__EXERCISE__. Keep only the lines of the data below that contain "velikosti", and copy them.

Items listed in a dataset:
>>
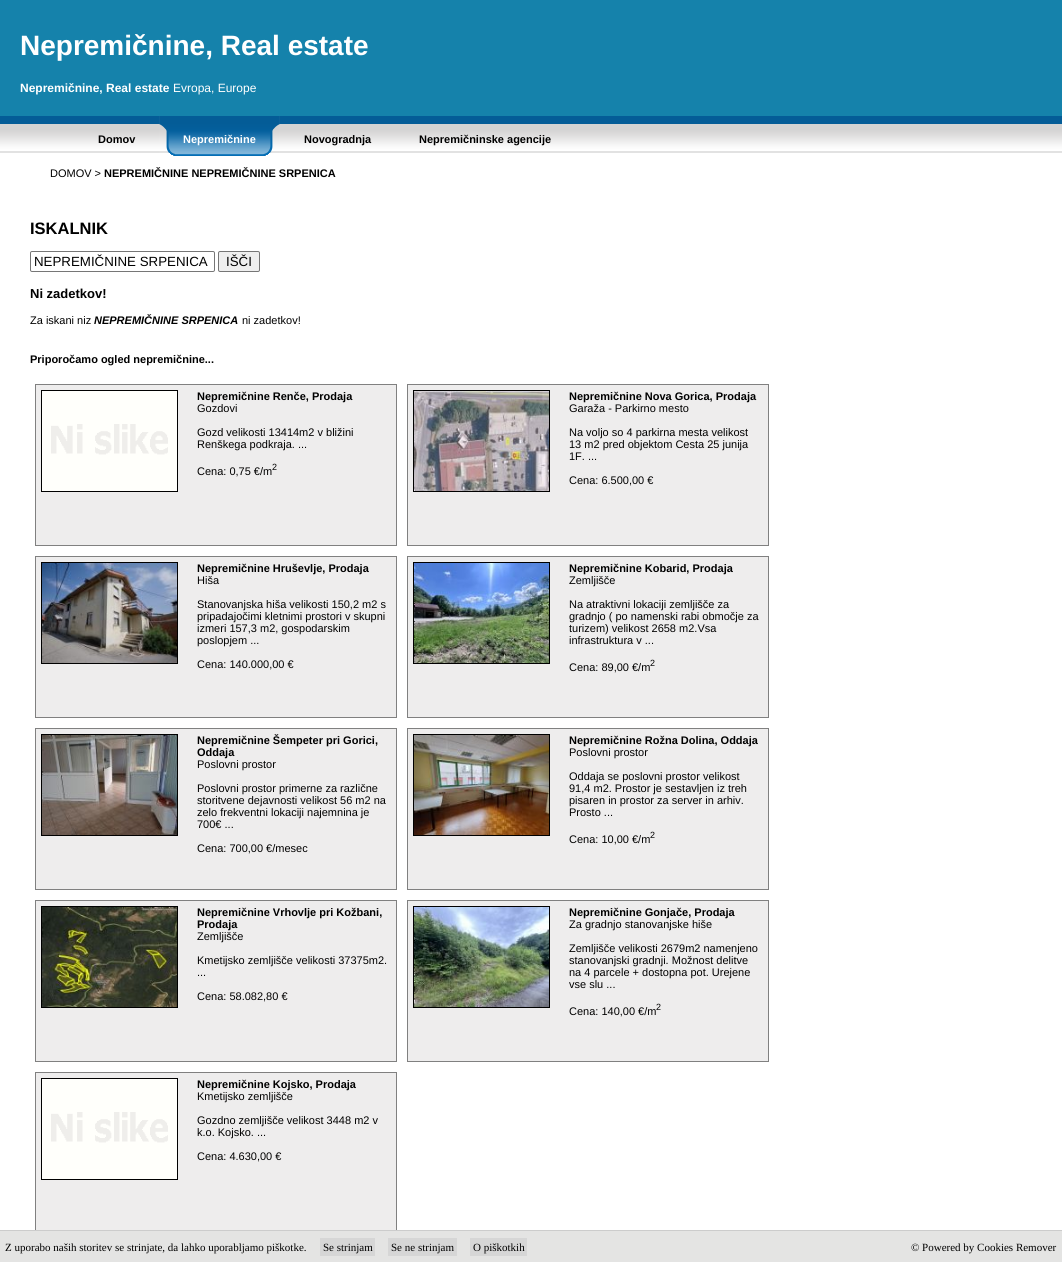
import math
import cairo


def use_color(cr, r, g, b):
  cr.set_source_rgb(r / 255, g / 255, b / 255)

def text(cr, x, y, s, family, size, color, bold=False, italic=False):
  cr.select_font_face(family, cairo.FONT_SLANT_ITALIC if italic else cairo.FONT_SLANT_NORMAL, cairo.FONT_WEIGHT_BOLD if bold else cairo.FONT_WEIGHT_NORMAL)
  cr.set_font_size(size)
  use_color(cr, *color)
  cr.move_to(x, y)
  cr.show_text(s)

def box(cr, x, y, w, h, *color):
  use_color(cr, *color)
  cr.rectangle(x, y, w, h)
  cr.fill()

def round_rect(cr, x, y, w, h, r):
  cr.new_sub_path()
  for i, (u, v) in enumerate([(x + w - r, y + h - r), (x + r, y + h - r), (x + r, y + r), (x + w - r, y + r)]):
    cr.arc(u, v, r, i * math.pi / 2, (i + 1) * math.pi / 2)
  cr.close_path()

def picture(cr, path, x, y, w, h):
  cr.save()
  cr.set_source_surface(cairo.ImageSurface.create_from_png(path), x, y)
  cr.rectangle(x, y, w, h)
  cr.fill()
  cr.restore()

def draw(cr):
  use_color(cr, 255, 255, 255)
  cr.paint()
  box(cr, 0, 0, 1062, 116, 21, 130, 171)
  picture(cr, "img_01.png", 0, 116, 1062, 37)
  picture(cr, "img_02.png", 159, 116, 16, 40)
  picture(cr, "img_03.png", 175, 116, 105, 40)
  round_rect(cr, 30.5, 251.5, 184, 20, 1.5)
  use_color(cr, 118, 118, 118)
  cr.set_line_width(1)
  cr.stroke()
  use_color(cr, 239, 239, 239)
  round_rect(cr, 218.5, 251.5, 41, 20, 1.5)
  cr.fill_preserve()
  use_color(cr, 118, 118, 118)
  cr.stroke()
  use_color(cr, 238, 237, 237)
  cr.rectangle(35.5, 384.5, 361, 161)
  cr.fill_preserve()
  use_color(cr, 128, 128, 128)
  cr.stroke()
  cr.rectangle(41.5, 390.5, 136, 101)
  use_color(cr, 0, 0, 0)
  cr.stroke()
  picture(cr, "img_04.png", 42, 391, 135, 100)
  use_color(cr, 238, 237, 237)
  cr.rectangle(407.5, 384.5, 361, 161)
  cr.fill_preserve()
  use_color(cr, 128, 128, 128)
  cr.stroke()
  cr.rectangle(413.5, 390.5, 136, 101)
  use_color(cr, 0, 0, 0)
  cr.stroke()
  picture(cr, "img_05.png", 414, 391, 135, 100)
  use_color(cr, 238, 237, 237)
  cr.rectangle(35.5, 556.5, 361, 161)
  cr.fill_preserve()
  use_color(cr, 128, 128, 128)
  cr.stroke()
  cr.rectangle(41.5, 562.5, 136, 101)
  use_color(cr, 0, 0, 0)
  cr.stroke()
  picture(cr, "img_06.png", 42, 563, 135, 100)
  use_color(cr, 238, 237, 237)
  cr.rectangle(407.5, 556.5, 361, 161)
  cr.fill_preserve()
  use_color(cr, 128, 128, 128)
  cr.stroke()
  cr.rectangle(413.5, 562.5, 136, 101)
  use_color(cr, 0, 0, 0)
  cr.stroke()
  picture(cr, "img_07.png", 414, 563, 135, 100)
  use_color(cr, 238, 237, 237)
  cr.rectangle(35.5, 728.5, 361, 161)
  cr.fill_preserve()
  use_color(cr, 128, 128, 128)
  cr.stroke()
  cr.rectangle(41.5, 734.5, 136, 101)
  use_color(cr, 0, 0, 0)
  cr.stroke()
  picture(cr, "img_08.png", 42, 735, 135, 100)
  use_color(cr, 238, 237, 237)
  cr.rectangle(407.5, 728.5, 361, 161)
  cr.fill_preserve()
  use_color(cr, 128, 128, 128)
  cr.stroke()
  cr.rectangle(413.5, 734.5, 136, 101)
  use_color(cr, 0, 0, 0)
  cr.stroke()
  picture(cr, "img_09.png", 414, 735, 135, 100)
  use_color(cr, 238, 237, 237)
  cr.rectangle(35.5, 900.5, 361, 161)
  cr.fill_preserve()
  use_color(cr, 128, 128, 128)
  cr.stroke()
  cr.rectangle(41.5, 906.5, 136, 101)
  use_color(cr, 0, 0, 0)
  cr.stroke()
  picture(cr, "img_10.png", 42, 907, 135, 100)
  use_color(cr, 238, 237, 237)
  cr.rectangle(407.5, 900.5, 361, 161)
  cr.fill_preserve()
  use_color(cr, 128, 128, 128)
  cr.stroke()
  cr.rectangle(413.5, 906.5, 136, 101)
  use_color(cr, 0, 0, 0)
  cr.stroke()
  picture(cr, "img_11.png", 414, 907, 135, 100)
  box(cr, 36, 1073, 360, 157, 238, 237, 237)
  cr.rectangle(35.5, 1072.5, 361, 161)
  use_color(cr, 128, 128, 128)
  cr.stroke()
  cr.rectangle(41.5, 1078.5, 136, 101)
  use_color(cr, 0, 0, 0)
  cr.stroke()
  picture(cr, "img_04.png", 42, 1079, 135, 100)
  box(cr, 0, 1231, 1062, 31, 228, 228, 227)
  box(cr, 0, 1230, 1062, 1, 204, 204, 204)
  box(cr, 320, 1238, 55, 18, 214, 214, 214)
  box(cr, 388, 1238, 69, 18, 214, 214, 214)
  box(cr, 470, 1238, 57, 18, 214, 214, 214)
  text(cr, 20, 55, "Nepremičnine, Real estate", "Liberation Sans", 28, (255, 255, 255), bold=True)
  text(cr, 20, 92, "Nepremičnine, Real estate", "Liberation Sans", 12, (255, 255, 255), bold=True)
  text(cr, 173, 92, "Evropa, Europe", "Liberation Sans", 12, (255, 255, 255))
  text(cr, 98, 143, "Domov", "Liberation Sans", 11, (0, 0, 0), bold=True)
  text(cr, 183, 143, "Nepremičnine", "Liberation Sans", 11, (255, 255, 255), bold=True)
  text(cr, 304, 143, "Novogradnja", "Liberation Sans", 11, (0, 0, 0), bold=True)
  text(cr, 419, 143, "Nepremičninske agencije", "Liberation Sans", 11, (0, 0, 0), bold=True)
  text(cr, 50, 177, "DOMOV >", "Liberation Sans", 11, (0, 0, 0))
  text(cr, 104, 177, "NEPREMIČNINE NEPREMIČNINE SRPENICA", "Liberation Sans", 11, (0, 0, 0), bold=True)
  text(cr, 30, 234, "ISKALNIK", "Liberation Sans", 16.5, (0, 0, 0), bold=True)
  text(cr, 34, 266, "NEPREMIČNINE SRPENICA", "Liberation Sans", 13.3, (0, 0, 0))
  text(cr, 226, 266, "IŠČI", "Liberation Sans", 13.3, (0, 0, 0))
  text(cr, 30, 298, "Ni zadetkov!", "Liberation Sans", 13, (0, 0, 0), bold=True)
  text(cr, 30, 324, "Za iskani niz", "Liberation Sans", 11, (0, 0, 0))
  text(cr, 94, 324, "NEPREMIČNINE SRPENICA", "Liberation Sans", 11, (0, 0, 0), bold=True, italic=True)
  text(cr, 242, 324, "ni zadetkov!", "Liberation Sans", 11, (0, 0, 0))
  text(cr, 30, 363, "Priporočamo ogled nepremičnine...", "Liberation Sans", 11, (0, 0, 0), bold=True)
  text(cr, 197, 400, "Nepremičnine Renče, Prodaja", "Liberation Sans", 11, (0, 0, 0), bold=True)
  text(cr, 197, 412, "Gozdovi", "Liberation Sans", 11, (0, 0, 0))
  text(cr, 197, 436, "Gozd velikosti 13414m2 v bližini", "Liberation Sans", 11, (0, 0, 0))
  text(cr, 197, 448, "Renškega podkraja. ...", "Liberation Sans", 11, (0, 0, 0))
  text(cr, 197, 475, "Cena: 0,75 €/m", "Liberation Sans", 11, (0, 0, 0))
  text(cr, 272, 470, "2", "Liberation Sans", 9, (0, 0, 0))
  text(cr, 569, 400, "Nepremičnine Nova Gorica, Prodaja", "Liberation Sans", 11, (0, 0, 0), bold=True)
  text(cr, 569, 412, "Garaža - Parkirno mesto", "Liberation Sans", 11, (0, 0, 0))
  text(cr, 569, 436, "Na voljo so 4 parkirna mesta velikost", "Liberation Sans", 11, (0, 0, 0))
  text(cr, 569, 448, "13 m2 pred objektom Cesta 25 junija", "Liberation Sans", 11, (0, 0, 0))
  text(cr, 569, 460, "1F. ...", "Liberation Sans", 11, (0, 0, 0))
  text(cr, 569, 484, "Cena: 6.500,00 €", "Liberation Sans", 11, (0, 0, 0))
  text(cr, 197, 572, "Nepremičnine Hruševlje, Prodaja", "Liberation Sans", 11, (0, 0, 0), bold=True)
  text(cr, 197, 584, "Hiša", "Liberation Sans", 11, (0, 0, 0))
  text(cr, 197, 608, "Stanovanjska hiša velikosti 150,2 m2 s", "Liberation Sans", 11, (0, 0, 0))
  text(cr, 197, 620, "pripadajočimi kletnimi prostori v skupni", "Liberation Sans", 11, (0, 0, 0))
  text(cr, 197, 632, "izmeri 157,3 m2, gospodarskim", "Liberation Sans", 11, (0, 0, 0))
  text(cr, 197, 644, "poslopjem ...", "Liberation Sans", 11, (0, 0, 0))
  text(cr, 197, 668, "Cena: 140.000,00 €", "Liberation Sans", 11, (0, 0, 0))
  text(cr, 569, 572, "Nepremičnine Kobarid, Prodaja", "Liberation Sans", 11, (0, 0, 0), bold=True)
  text(cr, 569, 584, "Zemljišče", "Liberation Sans", 11, (0, 0, 0))
  text(cr, 569, 608, "Na atraktivni lokaciji zemljišče za", "Liberation Sans", 11, (0, 0, 0))
  text(cr, 569, 620, "gradnjo ( po namenski rabi območje za", "Liberation Sans", 11, (0, 0, 0))
  text(cr, 569, 632, "turizem) velikost 2658 m2.Vsa", "Liberation Sans", 11, (0, 0, 0))
  text(cr, 569, 644, "infrastruktura v ...", "Liberation Sans", 11, (0, 0, 0))
  text(cr, 569, 671, "Cena: 89,00 €/m", "Liberation Sans", 11, (0, 0, 0))
  text(cr, 650, 666, "2", "Liberation Sans", 9, (0, 0, 0))
  text(cr, 197, 744, "Nepremičnine Šempeter pri Gorici,", "Liberation Sans", 11, (0, 0, 0), bold=True)
  text(cr, 197, 756, "Oddaja", "Liberation Sans", 11, (0, 0, 0), bold=True)
  text(cr, 197, 768, "Poslovni prostor", "Liberation Sans", 11, (0, 0, 0))
  text(cr, 197, 792, "Poslovni prostor primerne za različne", "Liberation Sans", 11, (0, 0, 0))
  text(cr, 197, 804, "storitvene dejavnosti velikost 56 m2 na", "Liberation Sans", 11, (0, 0, 0))
  text(cr, 197, 816, "zelo frekventni lokaciji najemnina je", "Liberation Sans", 11, (0, 0, 0))
  text(cr, 197, 828, "700€ ...", "Liberation Sans", 11, (0, 0, 0))
  text(cr, 197, 852, "Cena: 700,00 €/mesec", "Liberation Sans", 11, (0, 0, 0))
  text(cr, 569, 744, "Nepremičnine Rožna Dolina, Oddaja", "Liberation Sans", 11, (0, 0, 0), bold=True)
  text(cr, 569, 756, "Poslovni prostor", "Liberation Sans", 11, (0, 0, 0))
  text(cr, 569, 780, "Oddaja se poslovni prostor velikost", "Liberation Sans", 11, (0, 0, 0))
  text(cr, 569, 792, "91,4 m2. Prostor je sestavljen iz treh", "Liberation Sans", 11, (0, 0, 0))
  text(cr, 569, 804, "pisaren in prostor za server in arhiv.", "Liberation Sans", 11, (0, 0, 0))
  text(cr, 569, 816, "Prosto ...", "Liberation Sans", 11, (0, 0, 0))
  text(cr, 569, 843, "Cena: 10,00 €/m", "Liberation Sans", 11, (0, 0, 0))
  text(cr, 650, 838, "2", "Liberation Sans", 9, (0, 0, 0))
  text(cr, 197, 916, "Nepremičnine Vrhovlje pri Kožbani,", "Liberation Sans", 11, (0, 0, 0), bold=True)
  text(cr, 197, 928, "Prodaja", "Liberation Sans", 11, (0, 0, 0), bold=True)
  text(cr, 197, 940, "Zemljišče", "Liberation Sans", 11, (0, 0, 0))
  text(cr, 197, 964, "Kmetijsko zemljišče velikosti 37375m2.", "Liberation Sans", 11, (0, 0, 0))
  text(cr, 197, 976, "...", "Liberation Sans", 11, (0, 0, 0))
  text(cr, 197, 1000, "Cena: 58.082,80 €", "Liberation Sans", 11, (0, 0, 0))
  text(cr, 569, 916, "Nepremičnine Gonjače, Prodaja", "Liberation Sans", 11, (0, 0, 0), bold=True)
  text(cr, 569, 928, "Za gradnjo stanovanjske hiše", "Liberation Sans", 11, (0, 0, 0))
  text(cr, 569, 952, "Zemljišče velikosti 2679m2 namenjeno", "Liberation Sans", 11, (0, 0, 0))
  text(cr, 569, 964, "stanovanjski gradnji. Možnost delitve", "Liberation Sans", 11, (0, 0, 0))
  text(cr, 569, 976, "na 4 parcele + dostopna pot. Urejene", "Liberation Sans", 11, (0, 0, 0))
  text(cr, 569, 988, "vse slu ...", "Liberation Sans", 11, (0, 0, 0))
  text(cr, 569, 1015, "Cena: 140,00 €/m", "Liberation Sans", 11, (0, 0, 0))
  text(cr, 656, 1010, "2", "Liberation Sans", 9, (0, 0, 0))
  text(cr, 197, 1088, "Nepremičnine Kojsko, Prodaja", "Liberation Sans", 11, (0, 0, 0), bold=True)
  text(cr, 197, 1100, "Kmetijsko zemljišče", "Liberation Sans", 11, (0, 0, 0))
  text(cr, 197, 1124, "Gozdno zemljišče velikost 3448 m2 v", "Liberation Sans", 11, (0, 0, 0))
  text(cr, 197, 1136, "k.o. Kojsko. ...", "Liberation Sans", 11, (0, 0, 0))
  text(cr, 197, 1160, "Cena: 4.630,00 €", "Liberation Sans", 11, (0, 0, 0))
  text(cr, 5, 1251, "Z uporabo naših storitev se strinjate, da lahko uporabljamo piškotke.", "Liberation Serif", 11, (0, 0, 0))
  text(cr, 323, 1251, "Se strinjam", "Liberation Serif", 11, (0, 0, 0))
  text(cr, 391, 1251, "Se ne strinjam", "Liberation Serif", 11, (0, 0, 0))
  text(cr, 473, 1251, "O piškotkih", "Liberation Serif", 11, (0, 0, 0))
  text(cr, 911, 1251, "© Powered by Cookies Remover", "Liberation Serif", 11, (0, 0, 0))


surface = cairo.ImageSurface(cairo.FORMAT_RGB24, 1062, 1262)
cr = cairo.Context(surface)
options = cairo.FontOptions()
options.set_hint_metrics(cairo.HINT_METRICS_OFF)
options.set_hint_style(cairo.HINT_STYLE_NONE)
cr.set_font_options(options)
cr.set_miter_limit(4)
draw(cr)
surface.write_to_png("out.png")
<<
__ANSWER BOX__.
  text(cr, 197, 436, "Gozd velikosti 13414m2 v bližini", "Liberation Sans", 11, (0, 0, 0))
  text(cr, 197, 608, "Stanovanjska hiša velikosti 150,2 m2 s", "Liberation Sans", 11, (0, 0, 0))
  text(cr, 197, 964, "Kmetijsko zemljišče velikosti 37375m2.", "Liberation Sans", 11, (0, 0, 0))
  text(cr, 569, 952, "Zemljišče velikosti 2679m2 namenjeno", "Liberation Sans", 11, (0, 0, 0))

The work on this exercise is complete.